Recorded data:
☆ ☆ ☆ ☆ ☆

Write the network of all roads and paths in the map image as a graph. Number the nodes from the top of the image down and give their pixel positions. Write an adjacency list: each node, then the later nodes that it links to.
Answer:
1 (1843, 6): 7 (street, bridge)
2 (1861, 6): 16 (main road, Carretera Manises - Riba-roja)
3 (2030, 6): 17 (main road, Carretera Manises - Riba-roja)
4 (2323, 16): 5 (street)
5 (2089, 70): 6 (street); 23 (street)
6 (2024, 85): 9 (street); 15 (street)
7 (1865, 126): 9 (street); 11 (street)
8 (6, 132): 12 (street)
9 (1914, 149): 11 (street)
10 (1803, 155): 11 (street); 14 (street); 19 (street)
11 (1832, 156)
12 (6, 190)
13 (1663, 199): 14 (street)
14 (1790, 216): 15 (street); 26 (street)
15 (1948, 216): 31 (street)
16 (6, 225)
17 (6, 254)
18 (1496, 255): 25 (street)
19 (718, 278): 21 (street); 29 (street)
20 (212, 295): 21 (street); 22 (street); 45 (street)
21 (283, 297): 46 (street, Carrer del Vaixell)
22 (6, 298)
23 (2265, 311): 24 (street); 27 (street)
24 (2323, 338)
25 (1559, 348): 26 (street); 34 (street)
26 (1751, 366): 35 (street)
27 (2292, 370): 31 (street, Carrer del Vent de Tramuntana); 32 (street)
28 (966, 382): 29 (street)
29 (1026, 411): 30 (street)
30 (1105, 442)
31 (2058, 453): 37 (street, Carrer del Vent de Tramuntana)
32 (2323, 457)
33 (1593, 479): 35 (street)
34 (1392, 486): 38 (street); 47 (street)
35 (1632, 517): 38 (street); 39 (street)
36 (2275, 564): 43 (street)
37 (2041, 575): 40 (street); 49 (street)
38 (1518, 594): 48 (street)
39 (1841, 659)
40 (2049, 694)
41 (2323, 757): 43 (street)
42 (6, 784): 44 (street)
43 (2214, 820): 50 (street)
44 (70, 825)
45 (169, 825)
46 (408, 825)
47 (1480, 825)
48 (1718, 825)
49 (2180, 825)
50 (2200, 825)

☆ ☆ ☆ ☆ ☆

Assignment:
Look over the entries for "main", then copy every line that includes that string.

Answer space:
2 (1861, 6): 16 (main road, Carretera Manises - Riba-roja)
3 (2030, 6): 17 (main road, Carretera Manises - Riba-roja)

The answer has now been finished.